Las fuerzas morales de la democracia

Cuando todo se derrumba o parece derrumbarse, aparecen. Están allí. Siempre han estado, acunadas en cada rincón, en cada conciencia de los seres libres.

En estado latente, vigilante siempre, aguardando el momento preciso. Su presencia  se insinúa en múltiples formas. Un escrito, una manifestación  de protesta, una denuncia, una rebeldía.

Una conversación. Un hecho determinado, trascendente, inesperado o decidido, más que el hastío,  las catapulta y multiplica.

Produce el milagro de los peces. Desatadas, no hay fuerza ni forma de detenerlas. Ni la muerte aleve, ni la represión. Su semilla se esparce.

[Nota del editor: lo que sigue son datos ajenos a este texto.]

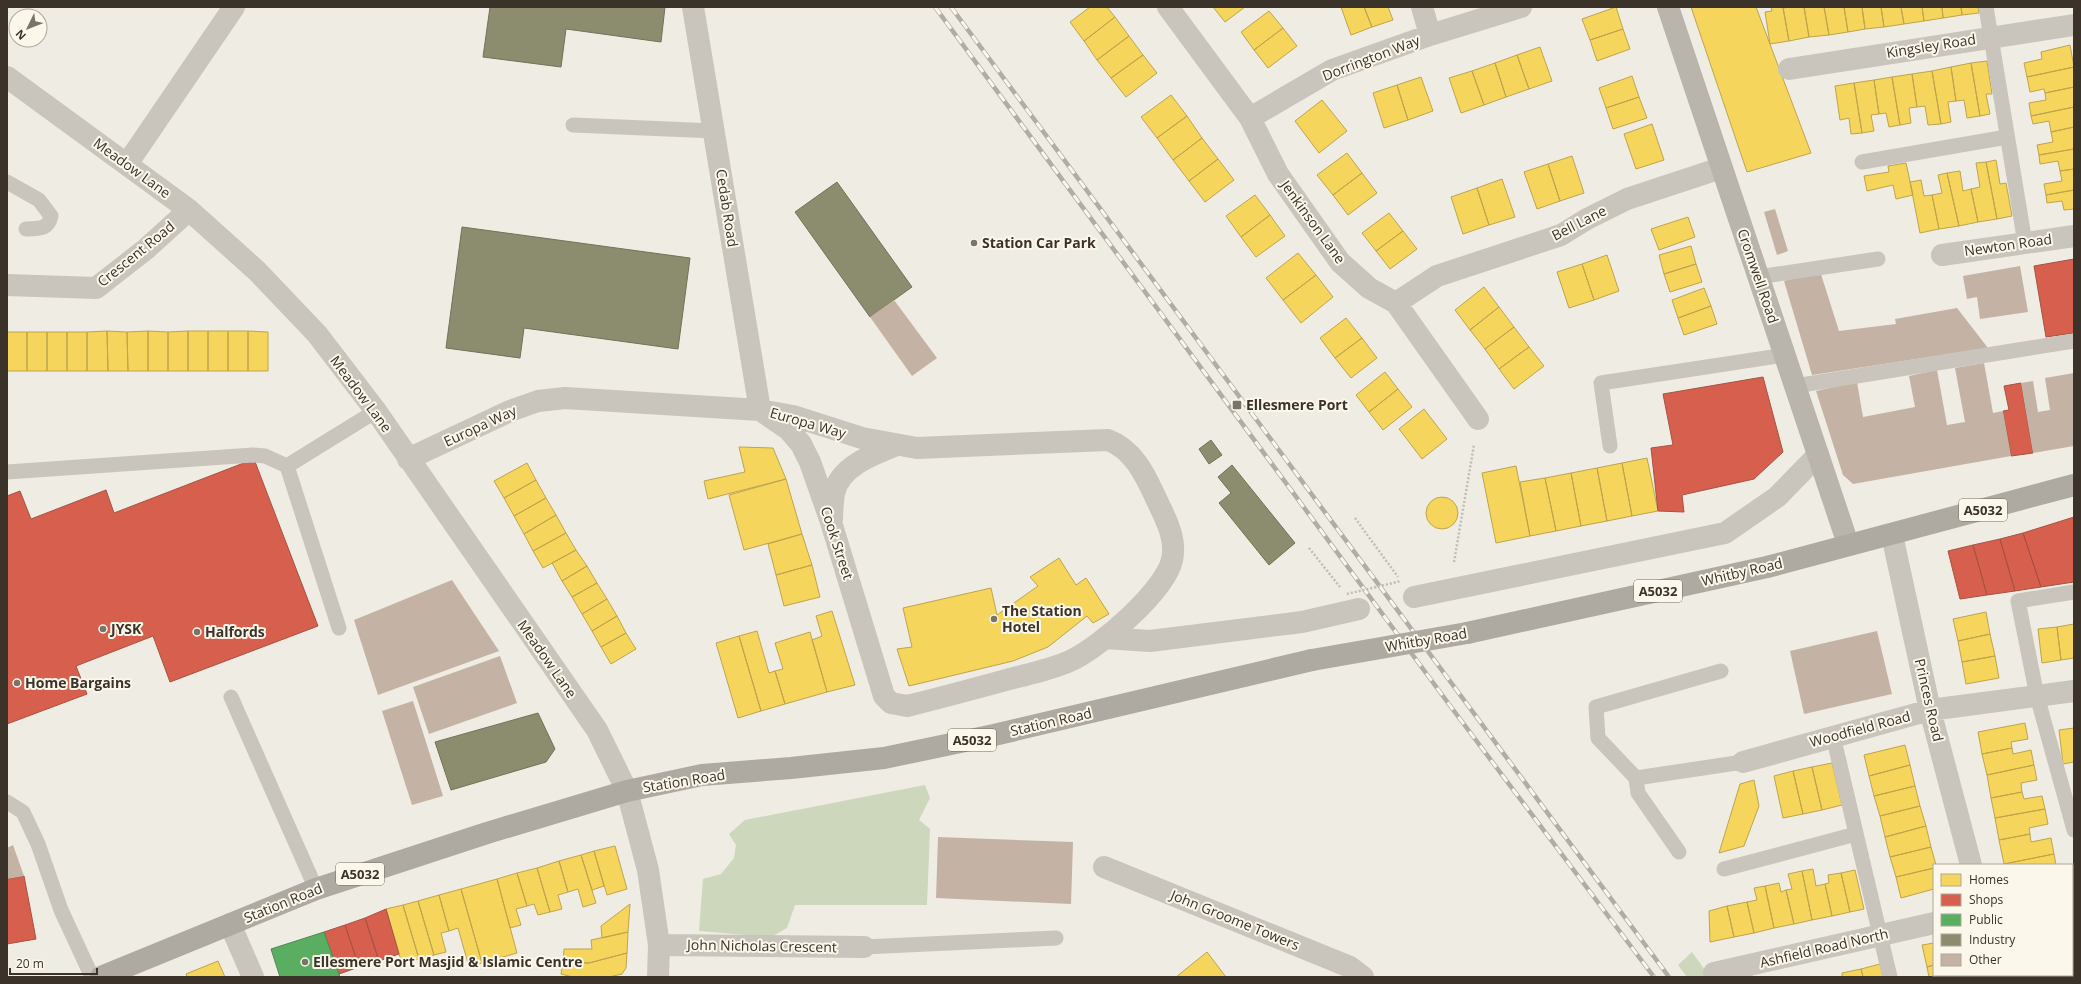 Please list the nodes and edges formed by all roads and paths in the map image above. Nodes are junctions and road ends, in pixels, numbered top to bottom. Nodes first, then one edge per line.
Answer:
1 (234, 7) edge
2 (693, 7) edge
3 (1168, 7) edge
4 (1422, 7) edge
5 (1521, 7) edge
6 (1668, 7) edge
7 (1986, 7) edge
8 (2074, 25) edge
9 (1430, 35) junction
10 (1991, 36) junction
11 (1789, 69) dead end
12 (7, 77) edge
13 (1250, 118) junction
14 (573, 125) dead end
15 (715, 132) junction
16 (2007, 137) junction
17 (1862, 162) dead end
18 (127, 164) junction
19 (1721, 168) junction
20 (7, 182) edge
21 (189, 210) junction
22 (26, 229) dead end
23 (2074, 236) edge
24 (2025, 243) junction
25 (1942, 255) dead end
26 (1878, 259) dead end
27 (1758, 277) junction
28 (7, 285) edge
29 (1396, 303) junction
30 (2074, 341) edge
31 (1785, 355) junction
32 (1795, 386) junction
33 (760, 410) junction
34 (376, 411) junction
35 (1478, 419) joint
36 (897, 445) junction
37 (1610, 446) dead end
38 (1818, 455) junction
39 (408, 459) junction
40 (287, 466) junction
41 (7, 472) edge
42 (2074, 485) edge
43 (1355, 518) dead end
44 (831, 522) junction
45 (1892, 535) junction
46 (1848, 544) junction
47 (1309, 548) dead end
48 (1407, 589) junction
49 (1453, 589) junction
50 (2074, 592) edge
51 (1353, 602) junction
52 (339, 628) dead end
53 (1105, 638) junction
54 (1312, 660) joint
55 (1721, 671) dead end
56 (2074, 691) edge
57 (2038, 696) junction
58 (231, 697) dead end
59 (1930, 710) junction
60 (1833, 736) junction
61 (1743, 762) joint
62 (1636, 778) junction
63 (626, 791) junction
64 (2070, 799) edge
65 (7, 802) edge
66 (2074, 830) edge
67 (1856, 834) junction
68 (1679, 852) dead end
69 (1971, 864) edge
70 (1104, 867) dead end
71 (1724, 869) dead end
72 (316, 889) junction
73 (1933, 923) edge
74 (230, 924) junction
75 (1881, 935) junction
76 (1056, 938) dead end
77 (659, 945) junction
78 (864, 947) joint
79 (1714, 973) dead end
80 (92, 977) edge
81 (101, 977) edge
82 (253, 977) edge
83 (658, 977) edge
84 (1363, 977) edge
85 (1890, 977) edge

1 - 18 street
2 - 15 street, Cedab Road
3 - 13 street, Jenkinson Lane
4 - 9 street, Dorrington Way
5 - 9 street, Dorrington Way
6 - 19 street, Cromwell Road
7 - 10 lane
8 - 10 street, Kingsley Road
9 - 13 street, Dorrington Way
10 - 11 street, Kingsley Road
10 - 16 lane
12 - 18 street, Meadow Lane
13 - 29 street, Jenkinson Lane
14 - 15 lane
15 - 33 street, Cedab Road
16 - 17 lane
16 - 24 lane
18 - 21 street, Meadow Lane
19 - 27 street, Cromwell Road
19 - 29 street, Bell Lane
20 - 22 lane
21 - 28 street, Crescent Road
21 - 34 street, Meadow Lane
23 - 24 street, Newton Road
24 - 25 street, Newton Road
26 - 27 lane
27 - 31 street, Cromwell Road
29 - 35 street, Jenkinson Lane
30 - 32 lane
31 - 32 street, Cromwell Road
31 - 37 lane
32 - 38 street, Cromwell Road
33 - 36 street, Europa Way
33 - 39 street, Europa Way
33 - 44 street, Cook Street
34 - 39 street, Meadow Lane
34 - 40 lane
35 - 49 path
36 - 44 street
36 - 53 street, Europa Way
38 - 46 street, Cromwell Road
38 - 49 street
39 - 63 street, Meadow Lane
40 - 41 lane
40 - 52 lane
42 - 45 main road, Whitby Road / A5032
43 - 48 path
44 - 53 street, Cook Street
45 - 46 main road, Whitby Road / A5032
45 - 59 street, Princes Road
46 - 54 main road, Whitby Road / A5032, bridge
47 - 51 path
48 - 49 street
48 - 51 path, bridge
50 - 57 lane
51 - 53 street
54 - 63 main road, Station Road / A5032
55 - 62 lane
56 - 57 street, Woodfield Road
57 - 59 street, Woodfield Road
57 - 64 lane
58 - 72 lane
59 - 60 street, Woodfield Road
59 - 69 street, Princes Road
60 - 61 street, Woodfield Road
60 - 67 lane
61 - 62 lane
62 - 68 lane
63 - 72 main road, Station Road / A5032
63 - 77 street, Meadow Lane
64 - 66 lane
65 - 80 lane
67 - 71 lane
67 - 75 lane
70 - 84 street, John Groome Towers
72 - 74 main road, Station Road / A5032
73 - 75 street, Ashfield Road North
74 - 81 main road, Station Road / A5032
74 - 82 street
75 - 79 street, Ashfield Road North
75 - 85 lane
76 - 78 lane
77 - 78 street, John Nicholas Crescent
77 - 83 street, Meadow Lane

El ejemplo moral de civismo, patriótico, germina en cada puerto, civil o militar, indistintamente. Crece en los cuarteles, y en la sociedad civil organizada,  en los partidos, en las iglesias, en las escuelas y universidades, en el empresariado responsable, en el taller, en la ciudad, en las montañas o en el campo.

En algún nido anhelante de  mariposas. Son las reservas morales de quienes,  jóvenes de espíritu, son capaces de atrapar una estrella; la flor que perfuma y brota por encima del lodazal que la cubre y pretende asfixiarla; la luz que resplandece cuando la noche es más tenebrosa y oscura; cuando la perversidad del malo, las hace más ciertas e imprescindibles.

Son lecciones aprendidas de la historia de los pueblos libres, repasada cada día sin hora  o una tarde de lluvia, de tertulia en La Trinitaria de Virtudes  con unos cuantos hijos de Bertold Bretch, indoblegables, que creen en la vida  y en las fuerzas que la sostienen.